Redis is fast, lightweight, and deceptively easy to operate — until a cache stampede clears your instance at peak traffic, an OOM killer terminates the process, or a misconfigured maxmemory-policy silently starts dropping keys. When Redis goes down, your application doesn't gracefully degrade; it hammers the database with every request that used to hit the cache, amplifying the outage.
Vigilmon gives you external visibility into Redis availability through HTTP probe monitoring and heartbeat monitoring for Redis-dependent background workers. This tutorial walks through setting up both.

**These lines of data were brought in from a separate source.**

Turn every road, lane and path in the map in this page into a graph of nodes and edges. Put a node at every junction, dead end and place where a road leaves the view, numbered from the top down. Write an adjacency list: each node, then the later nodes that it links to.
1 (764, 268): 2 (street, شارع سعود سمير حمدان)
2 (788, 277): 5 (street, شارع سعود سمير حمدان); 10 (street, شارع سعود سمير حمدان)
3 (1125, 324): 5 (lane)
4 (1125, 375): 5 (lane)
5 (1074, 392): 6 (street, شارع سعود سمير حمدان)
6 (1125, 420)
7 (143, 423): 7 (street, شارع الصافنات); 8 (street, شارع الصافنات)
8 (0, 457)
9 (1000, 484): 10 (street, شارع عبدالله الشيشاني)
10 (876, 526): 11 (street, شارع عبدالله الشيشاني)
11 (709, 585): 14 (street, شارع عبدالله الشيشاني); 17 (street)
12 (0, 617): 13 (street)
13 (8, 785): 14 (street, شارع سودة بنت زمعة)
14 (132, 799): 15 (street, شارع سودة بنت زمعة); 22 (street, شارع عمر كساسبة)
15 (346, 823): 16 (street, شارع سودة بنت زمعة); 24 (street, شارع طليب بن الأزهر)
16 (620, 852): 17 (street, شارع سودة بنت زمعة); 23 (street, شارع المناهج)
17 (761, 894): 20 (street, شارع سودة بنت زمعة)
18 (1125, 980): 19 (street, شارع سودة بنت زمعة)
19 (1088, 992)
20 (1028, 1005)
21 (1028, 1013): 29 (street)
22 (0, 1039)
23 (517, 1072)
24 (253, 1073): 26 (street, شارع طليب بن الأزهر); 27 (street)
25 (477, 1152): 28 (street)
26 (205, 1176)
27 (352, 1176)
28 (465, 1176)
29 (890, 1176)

Why Redis Monitoring Matters
Internal process monitoring (systemd, supervisor, Docker health checks) tells you whether the Redis process is running. It cannot tell you:
- Whether Redis is reachable from your application servers across the network
- Whether Redis has hit its
maxmemorylimit and is refusing writes - Whether a replica lag has grown large enough to serve stale data
- Whether your Redis-dependent background jobs have silently stopped processing
- Whether an eviction storm is returning empty responses without any error codes
These failure modes all return healthy from a process-level check while causing real user-facing impact. External monitoring through Vigilmon catches them by testing the actual path your application uses.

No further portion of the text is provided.